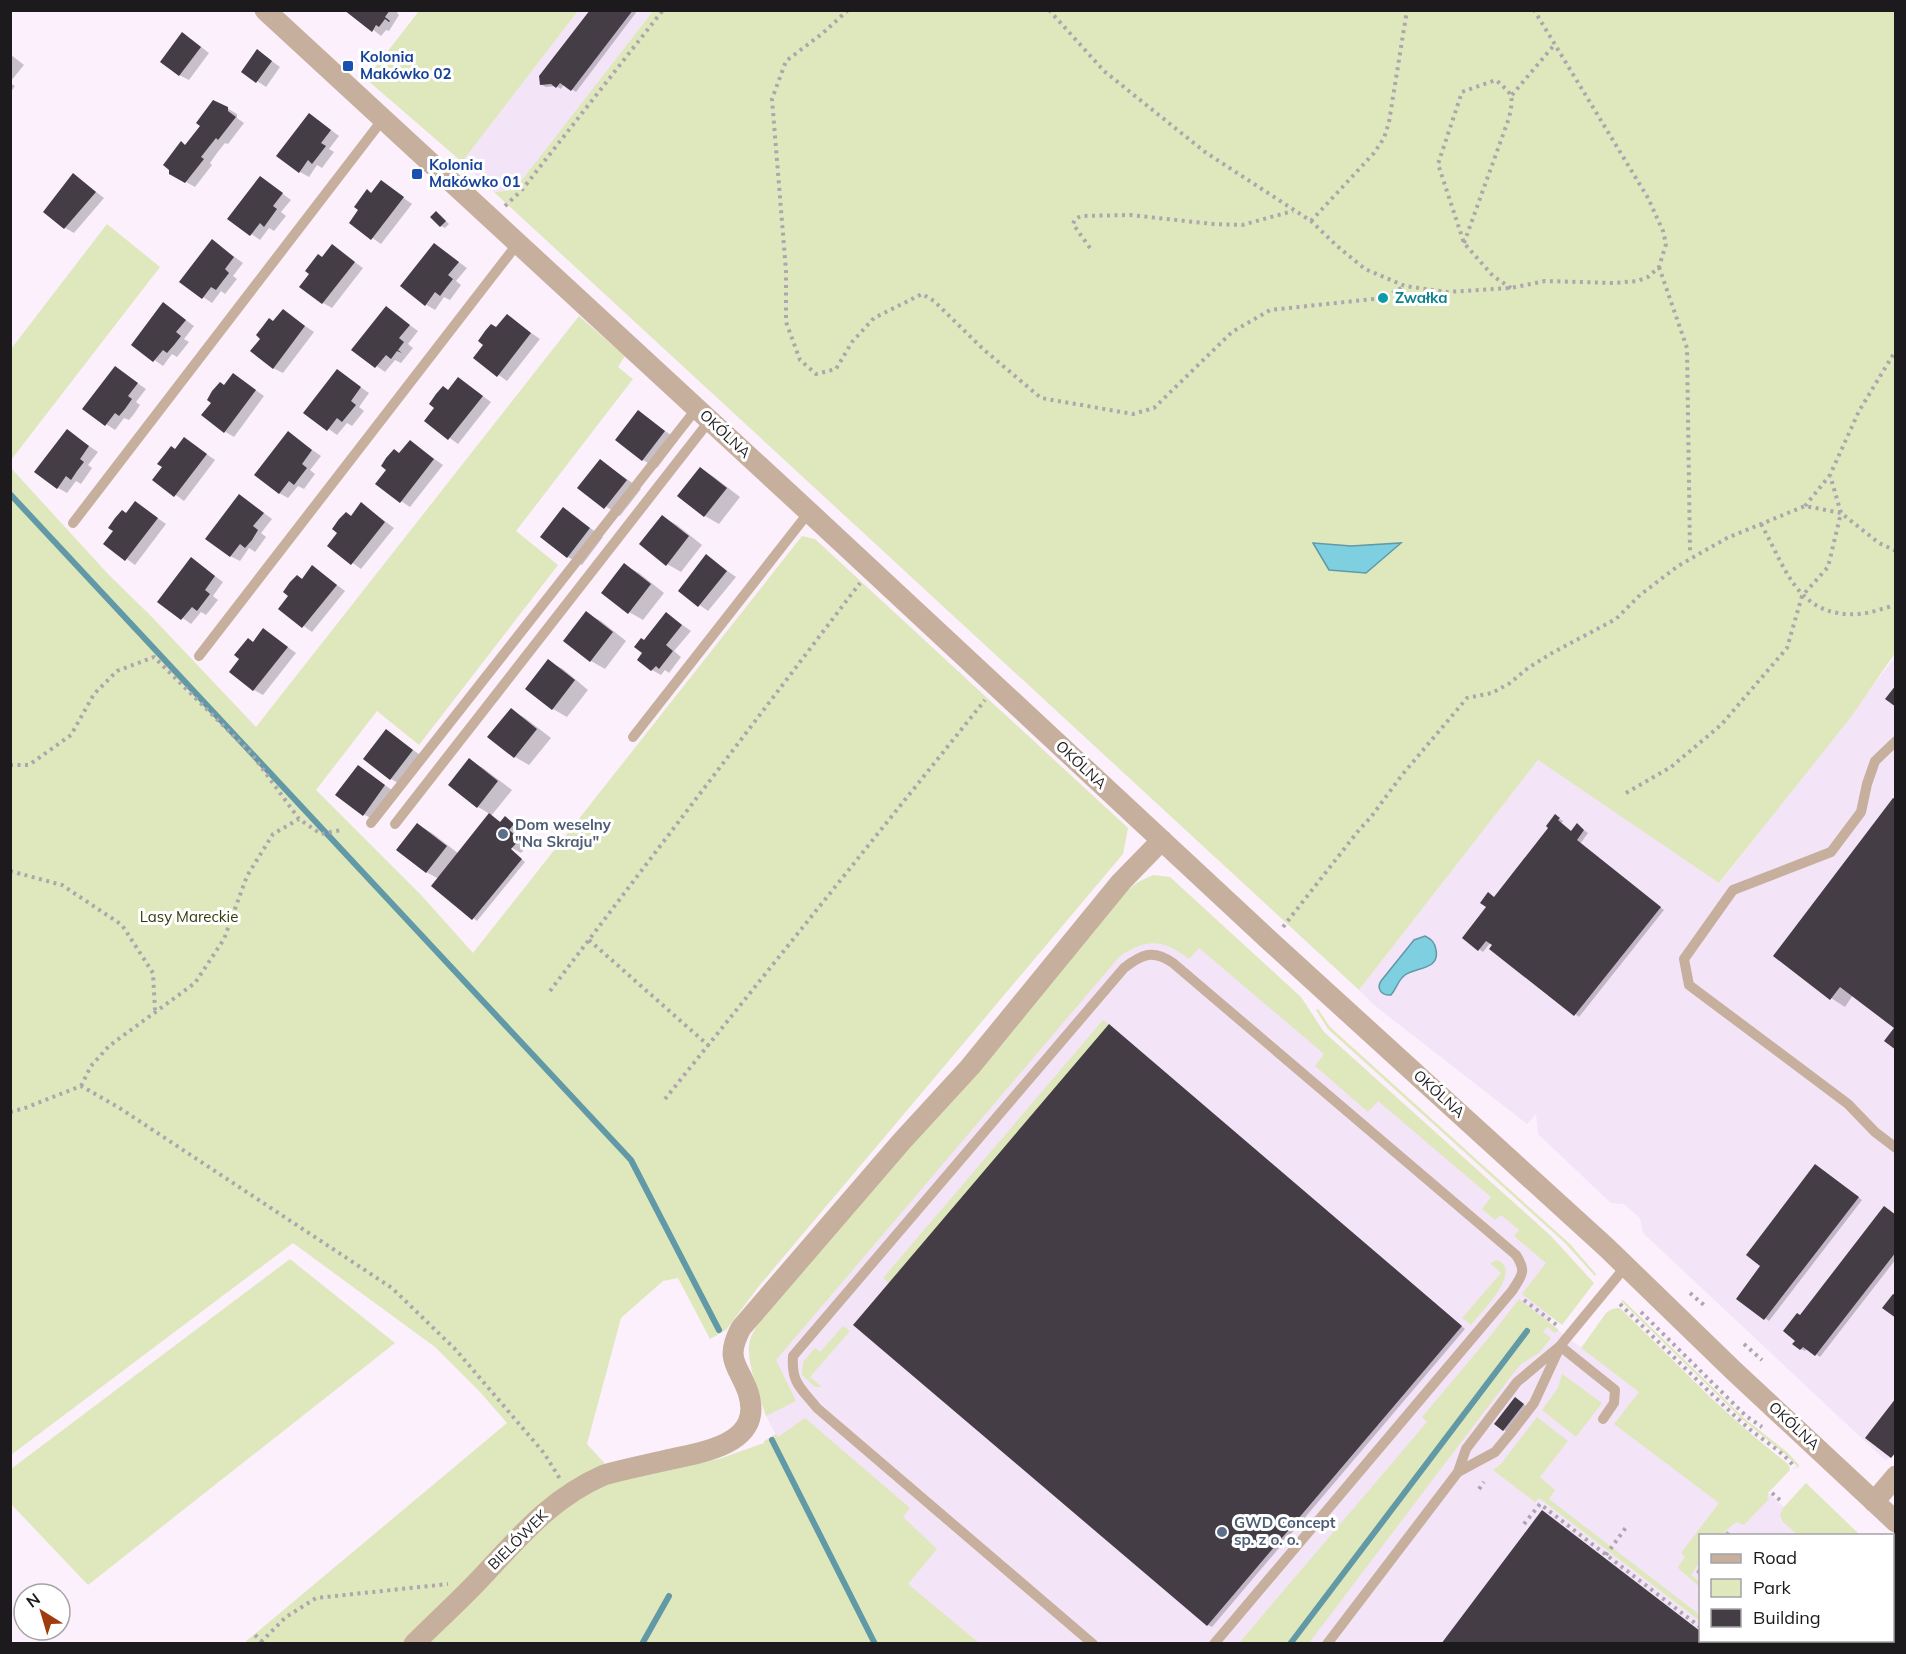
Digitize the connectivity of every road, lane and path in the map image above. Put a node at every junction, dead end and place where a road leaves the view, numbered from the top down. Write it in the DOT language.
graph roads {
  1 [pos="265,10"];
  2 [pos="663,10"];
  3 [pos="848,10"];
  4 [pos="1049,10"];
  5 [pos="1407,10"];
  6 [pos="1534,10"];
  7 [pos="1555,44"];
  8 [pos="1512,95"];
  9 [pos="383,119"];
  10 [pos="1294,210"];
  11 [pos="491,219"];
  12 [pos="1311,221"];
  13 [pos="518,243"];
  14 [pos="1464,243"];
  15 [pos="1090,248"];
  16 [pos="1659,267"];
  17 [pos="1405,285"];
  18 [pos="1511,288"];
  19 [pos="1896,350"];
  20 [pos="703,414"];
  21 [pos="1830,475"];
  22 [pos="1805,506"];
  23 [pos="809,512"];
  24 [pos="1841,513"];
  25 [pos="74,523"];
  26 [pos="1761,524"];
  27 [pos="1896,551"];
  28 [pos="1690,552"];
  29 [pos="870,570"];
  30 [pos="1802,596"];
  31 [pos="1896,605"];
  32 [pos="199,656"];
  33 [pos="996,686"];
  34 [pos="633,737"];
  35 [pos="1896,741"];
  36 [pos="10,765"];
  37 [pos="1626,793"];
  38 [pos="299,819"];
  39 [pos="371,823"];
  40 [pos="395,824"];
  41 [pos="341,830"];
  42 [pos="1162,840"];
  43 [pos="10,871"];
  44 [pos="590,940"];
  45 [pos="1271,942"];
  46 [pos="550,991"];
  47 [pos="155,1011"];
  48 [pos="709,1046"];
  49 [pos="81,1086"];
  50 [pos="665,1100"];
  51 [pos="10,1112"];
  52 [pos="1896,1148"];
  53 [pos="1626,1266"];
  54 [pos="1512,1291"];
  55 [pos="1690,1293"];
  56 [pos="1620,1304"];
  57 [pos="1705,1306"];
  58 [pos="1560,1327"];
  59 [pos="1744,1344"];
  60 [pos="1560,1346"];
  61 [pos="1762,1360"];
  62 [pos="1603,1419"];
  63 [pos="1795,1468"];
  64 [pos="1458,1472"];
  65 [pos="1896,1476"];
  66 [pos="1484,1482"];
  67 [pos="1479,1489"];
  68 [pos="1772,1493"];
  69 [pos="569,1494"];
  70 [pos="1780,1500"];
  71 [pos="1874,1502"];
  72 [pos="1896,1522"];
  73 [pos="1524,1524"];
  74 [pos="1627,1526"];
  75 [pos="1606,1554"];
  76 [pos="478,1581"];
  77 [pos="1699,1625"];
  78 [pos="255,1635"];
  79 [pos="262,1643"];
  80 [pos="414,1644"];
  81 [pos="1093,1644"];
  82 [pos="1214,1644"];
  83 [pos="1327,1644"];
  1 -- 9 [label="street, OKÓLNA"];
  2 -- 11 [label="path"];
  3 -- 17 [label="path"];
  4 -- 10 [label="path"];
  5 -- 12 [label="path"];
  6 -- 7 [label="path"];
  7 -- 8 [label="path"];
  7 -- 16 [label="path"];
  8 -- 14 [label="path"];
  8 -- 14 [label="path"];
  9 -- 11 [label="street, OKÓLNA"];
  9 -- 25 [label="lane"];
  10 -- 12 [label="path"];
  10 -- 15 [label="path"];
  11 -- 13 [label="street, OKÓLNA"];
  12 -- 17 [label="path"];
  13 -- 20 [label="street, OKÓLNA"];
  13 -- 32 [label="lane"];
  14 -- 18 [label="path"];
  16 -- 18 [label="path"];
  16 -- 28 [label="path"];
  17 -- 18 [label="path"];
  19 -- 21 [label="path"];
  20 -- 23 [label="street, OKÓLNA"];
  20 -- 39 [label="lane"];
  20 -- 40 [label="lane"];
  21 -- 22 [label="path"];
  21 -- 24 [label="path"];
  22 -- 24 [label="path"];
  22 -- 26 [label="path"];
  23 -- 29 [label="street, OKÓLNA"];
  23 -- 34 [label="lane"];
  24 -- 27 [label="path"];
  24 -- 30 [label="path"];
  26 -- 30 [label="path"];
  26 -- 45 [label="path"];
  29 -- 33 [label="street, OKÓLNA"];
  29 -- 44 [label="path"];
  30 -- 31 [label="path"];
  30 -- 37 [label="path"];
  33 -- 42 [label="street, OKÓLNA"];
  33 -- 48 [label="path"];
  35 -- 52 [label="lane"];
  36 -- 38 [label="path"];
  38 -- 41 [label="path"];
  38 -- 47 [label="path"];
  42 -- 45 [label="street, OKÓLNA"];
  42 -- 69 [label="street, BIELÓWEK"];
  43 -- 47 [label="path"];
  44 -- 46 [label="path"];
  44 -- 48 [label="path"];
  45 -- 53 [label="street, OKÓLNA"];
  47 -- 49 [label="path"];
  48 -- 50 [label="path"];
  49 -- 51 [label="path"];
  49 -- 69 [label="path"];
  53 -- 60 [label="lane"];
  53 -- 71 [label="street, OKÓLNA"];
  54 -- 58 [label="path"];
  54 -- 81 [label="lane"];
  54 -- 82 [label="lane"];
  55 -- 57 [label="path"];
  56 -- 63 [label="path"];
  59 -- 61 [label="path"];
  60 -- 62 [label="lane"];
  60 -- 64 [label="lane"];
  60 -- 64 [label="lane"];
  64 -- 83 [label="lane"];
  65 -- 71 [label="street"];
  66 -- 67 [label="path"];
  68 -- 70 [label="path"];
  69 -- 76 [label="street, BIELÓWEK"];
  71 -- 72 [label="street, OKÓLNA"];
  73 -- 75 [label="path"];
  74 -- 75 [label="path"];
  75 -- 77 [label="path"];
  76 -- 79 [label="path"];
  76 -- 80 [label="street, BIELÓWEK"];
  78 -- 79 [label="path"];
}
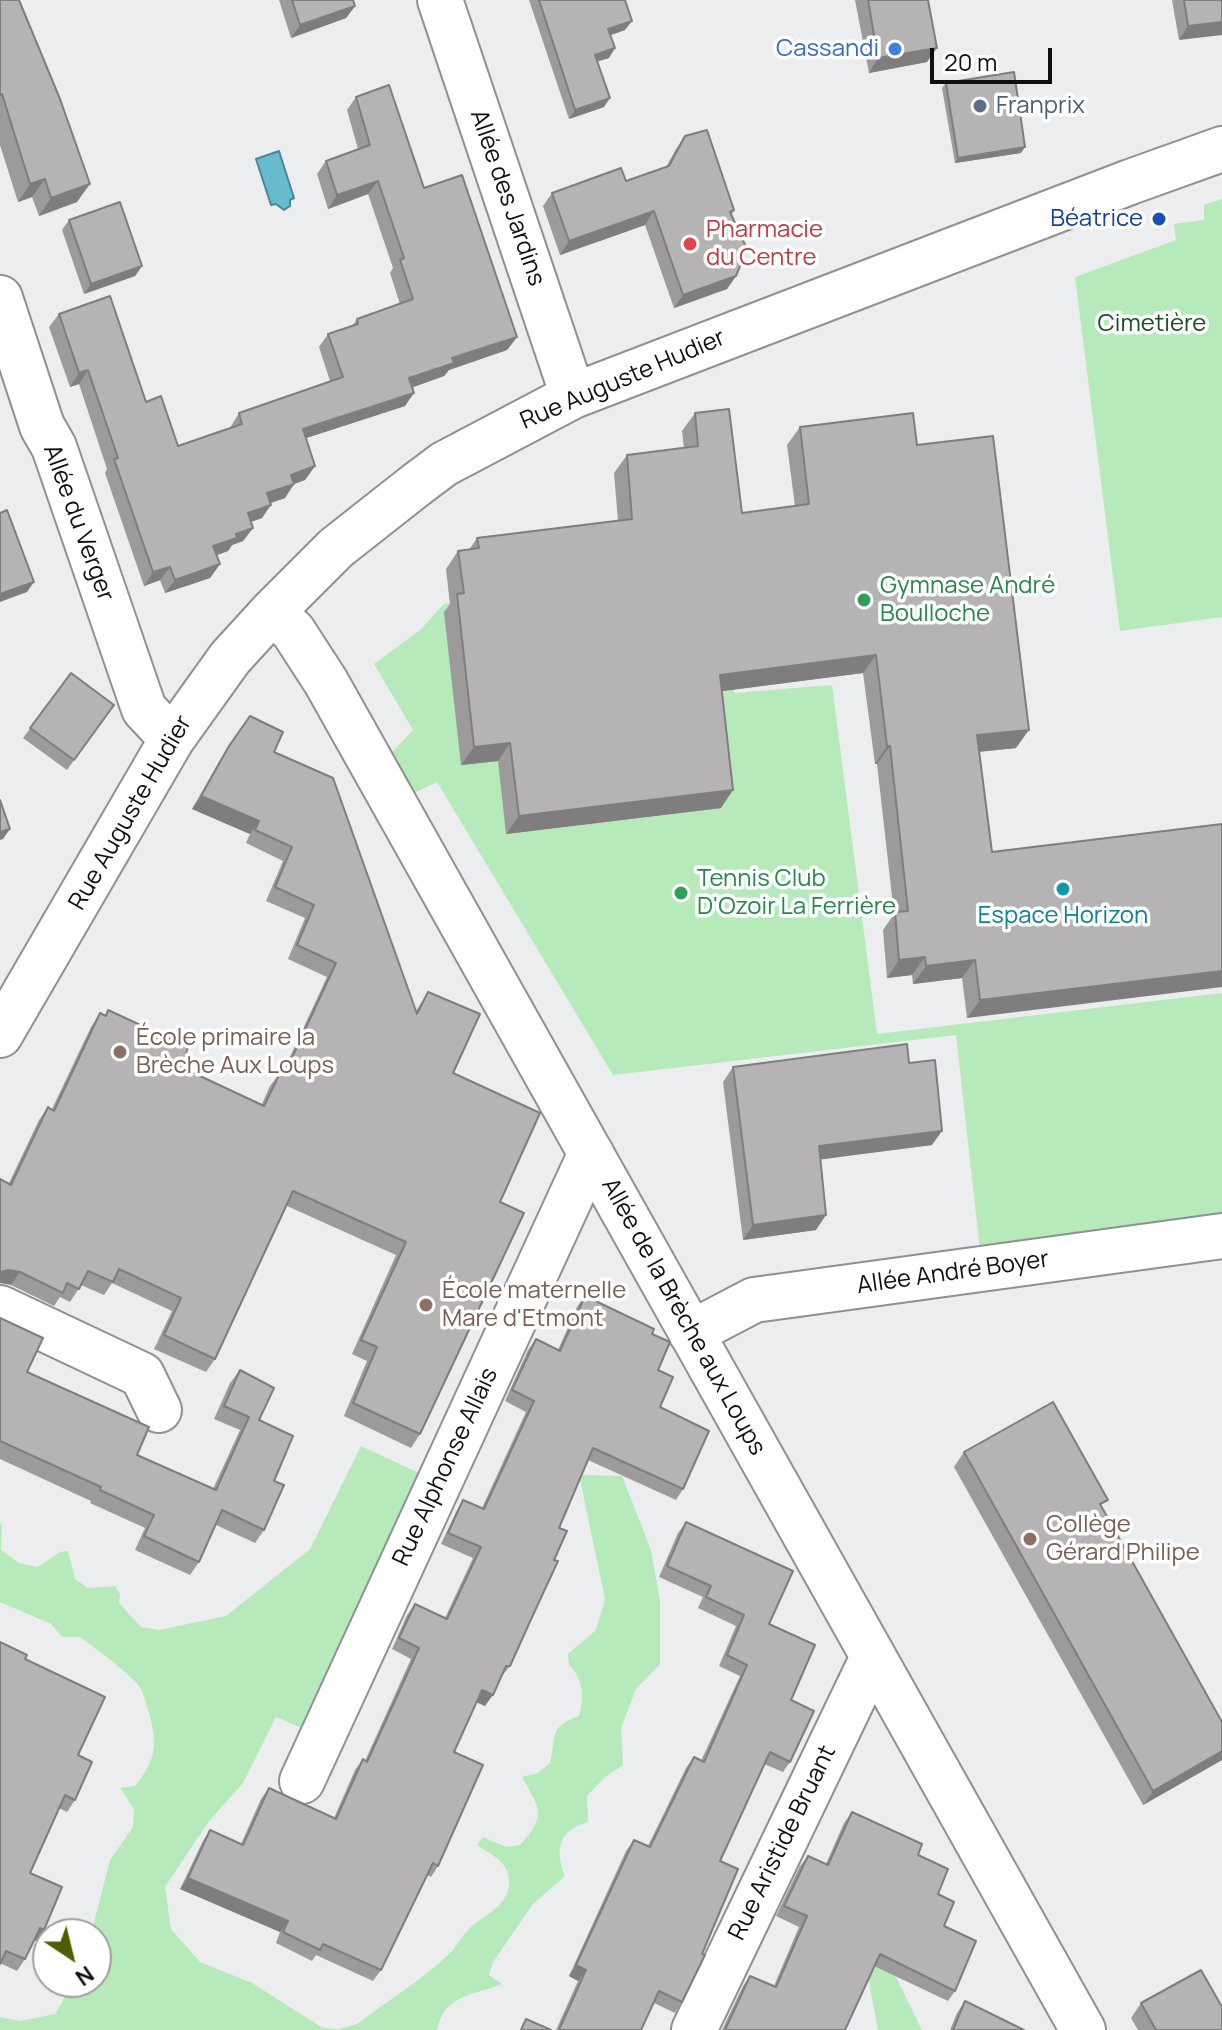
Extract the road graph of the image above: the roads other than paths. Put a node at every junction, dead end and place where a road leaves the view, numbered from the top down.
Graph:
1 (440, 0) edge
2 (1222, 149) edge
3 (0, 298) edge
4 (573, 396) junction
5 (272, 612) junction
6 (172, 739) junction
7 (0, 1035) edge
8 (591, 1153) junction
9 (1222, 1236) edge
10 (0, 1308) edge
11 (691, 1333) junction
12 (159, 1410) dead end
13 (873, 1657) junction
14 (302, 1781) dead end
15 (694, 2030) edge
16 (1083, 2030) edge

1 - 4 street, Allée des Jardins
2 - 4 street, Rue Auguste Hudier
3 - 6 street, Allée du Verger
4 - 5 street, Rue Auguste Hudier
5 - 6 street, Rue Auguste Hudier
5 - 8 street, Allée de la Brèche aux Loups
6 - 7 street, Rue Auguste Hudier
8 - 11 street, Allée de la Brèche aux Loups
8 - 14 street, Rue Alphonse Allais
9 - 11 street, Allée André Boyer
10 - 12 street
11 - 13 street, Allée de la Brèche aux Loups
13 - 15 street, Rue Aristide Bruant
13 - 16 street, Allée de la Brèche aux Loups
**********
§ **Task prompt**: Please repeat all of the data exactly, excluding images.

§ **The completed task**:
Digitize the connectivity of every road, lane and path in the map image above. Put a node at every junction, dead end and place where a road leaves the view, numbered from the top down. Write it in the DOT language.
graph roads {
  1 [pos="265,10"];
  2 [pos="663,10"];
  3 [pos="848,10"];
  4 [pos="1049,10"];
  5 [pos="1407,10"];
  6 [pos="1534,10"];
  7 [pos="1555,44"];
  8 [pos="1512,95"];
  9 [pos="383,119"];
  10 [pos="1294,210"];
  11 [pos="491,219"];
  12 [pos="1311,221"];
  13 [pos="518,243"];
  14 [pos="1464,243"];
  15 [pos="1090,248"];
  16 [pos="1659,267"];
  17 [pos="1405,285"];
  18 [pos="1511,288"];
  19 [pos="1896,350"];
  20 [pos="703,414"];
  21 [pos="1830,475"];
  22 [pos="1805,506"];
  23 [pos="809,512"];
  24 [pos="1841,513"];
  25 [pos="74,523"];
  26 [pos="1761,524"];
  27 [pos="1896,551"];
  28 [pos="1690,552"];
  29 [pos="870,570"];
  30 [pos="1802,596"];
  31 [pos="1896,605"];
  32 [pos="199,656"];
  33 [pos="996,686"];
  34 [pos="633,737"];
  35 [pos="1896,741"];
  36 [pos="10,765"];
  37 [pos="1626,793"];
  38 [pos="299,819"];
  39 [pos="371,823"];
  40 [pos="395,824"];
  41 [pos="341,830"];
  42 [pos="1162,840"];
  43 [pos="10,871"];
  44 [pos="590,940"];
  45 [pos="1271,942"];
  46 [pos="550,991"];
  47 [pos="155,1011"];
  48 [pos="709,1046"];
  49 [pos="81,1086"];
  50 [pos="665,1100"];
  51 [pos="10,1112"];
  52 [pos="1896,1148"];
  53 [pos="1626,1266"];
  54 [pos="1512,1291"];
  55 [pos="1690,1293"];
  56 [pos="1620,1304"];
  57 [pos="1705,1306"];
  58 [pos="1560,1327"];
  59 [pos="1744,1344"];
  60 [pos="1560,1346"];
  61 [pos="1762,1360"];
  62 [pos="1603,1419"];
  63 [pos="1795,1468"];
  64 [pos="1458,1472"];
  65 [pos="1896,1476"];
  66 [pos="1484,1482"];
  67 [pos="1479,1489"];
  68 [pos="1772,1493"];
  69 [pos="569,1494"];
  70 [pos="1780,1500"];
  71 [pos="1874,1502"];
  72 [pos="1896,1522"];
  73 [pos="1524,1524"];
  74 [pos="1627,1526"];
  75 [pos="1606,1554"];
  76 [pos="478,1581"];
  77 [pos="1699,1625"];
  78 [pos="255,1635"];
  79 [pos="262,1643"];
  80 [pos="414,1644"];
  81 [pos="1093,1644"];
  82 [pos="1214,1644"];
  83 [pos="1327,1644"];
  1 -- 9 [label="street, OKÓLNA"];
  2 -- 11 [label="path"];
  3 -- 17 [label="path"];
  4 -- 10 [label="path"];
  5 -- 12 [label="path"];
  6 -- 7 [label="path"];
  7 -- 8 [label="path"];
  7 -- 16 [label="path"];
  8 -- 14 [label="path"];
  8 -- 14 [label="path"];
  9 -- 11 [label="street, OKÓLNA"];
  9 -- 25 [label="lane"];
  10 -- 12 [label="path"];
  10 -- 15 [label="path"];
  11 -- 13 [label="street, OKÓLNA"];
  12 -- 17 [label="path"];
  13 -- 20 [label="street, OKÓLNA"];
  13 -- 32 [label="lane"];
  14 -- 18 [label="path"];
  16 -- 18 [label="path"];
  16 -- 28 [label="path"];
  17 -- 18 [label="path"];
  19 -- 21 [label="path"];
  20 -- 23 [label="street, OKÓLNA"];
  20 -- 39 [label="lane"];
  20 -- 40 [label="lane"];
  21 -- 22 [label="path"];
  21 -- 24 [label="path"];
  22 -- 24 [label="path"];
  22 -- 26 [label="path"];
  23 -- 29 [label="street, OKÓLNA"];
  23 -- 34 [label="lane"];
  24 -- 27 [label="path"];
  24 -- 30 [label="path"];
  26 -- 30 [label="path"];
  26 -- 45 [label="path"];
  29 -- 33 [label="street, OKÓLNA"];
  29 -- 44 [label="path"];
  30 -- 31 [label="path"];
  30 -- 37 [label="path"];
  33 -- 42 [label="street, OKÓLNA"];
  33 -- 48 [label="path"];
  35 -- 52 [label="lane"];
  36 -- 38 [label="path"];
  38 -- 41 [label="path"];
  38 -- 47 [label="path"];
  42 -- 45 [label="street, OKÓLNA"];
  42 -- 69 [label="street, BIELÓWEK"];
  43 -- 47 [label="path"];
  44 -- 46 [label="path"];
  44 -- 48 [label="path"];
  45 -- 53 [label="street, OKÓLNA"];
  47 -- 49 [label="path"];
  48 -- 50 [label="path"];
  49 -- 51 [label="path"];
  49 -- 69 [label="path"];
  53 -- 60 [label="lane"];
  53 -- 71 [label="street, OKÓLNA"];
  54 -- 58 [label="path"];
  54 -- 81 [label="lane"];
  54 -- 82 [label="lane"];
  55 -- 57 [label="path"];
  56 -- 63 [label="path"];
  59 -- 61 [label="path"];
  60 -- 62 [label="lane"];
  60 -- 64 [label="lane"];
  60 -- 64 [label="lane"];
  64 -- 83 [label="lane"];
  65 -- 71 [label="street"];
  66 -- 67 [label="path"];
  68 -- 70 [label="path"];
  69 -- 76 [label="street, BIELÓWEK"];
  71 -- 72 [label="street, OKÓLNA"];
  73 -- 75 [label="path"];
  74 -- 75 [label="path"];
  75 -- 77 [label="path"];
  76 -- 79 [label="path"];
  76 -- 80 [label="street, BIELÓWEK"];
  78 -- 79 [label="path"];
}
Extract the road graph of the image above: the roads other than paths. Put a node at every junction, dead end and place where a road leaves the view, numbered from the top down.
Graph:
1 (440, 0) edge
2 (1222, 149) edge
3 (0, 298) edge
4 (573, 396) junction
5 (272, 612) junction
6 (172, 739) junction
7 (0, 1035) edge
8 (591, 1153) junction
9 (1222, 1236) edge
10 (0, 1308) edge
11 (691, 1333) junction
12 (159, 1410) dead end
13 (873, 1657) junction
14 (302, 1781) dead end
15 (694, 2030) edge
16 (1083, 2030) edge

1 - 4 street, Allée des Jardins
2 - 4 street, Rue Auguste Hudier
3 - 6 street, Allée du Verger
4 - 5 street, Rue Auguste Hudier
5 - 6 street, Rue Auguste Hudier
5 - 8 street, Allée de la Brèche aux Loups
6 - 7 street, Rue Auguste Hudier
8 - 11 street, Allée de la Brèche aux Loups
8 - 14 street, Rue Alphonse Allais
9 - 11 street, Allée André Boyer
10 - 12 street
11 - 13 street, Allée de la Brèche aux Loups
13 - 15 street, Rue Aristide Bruant
13 - 16 street, Allée de la Brèche aux Loups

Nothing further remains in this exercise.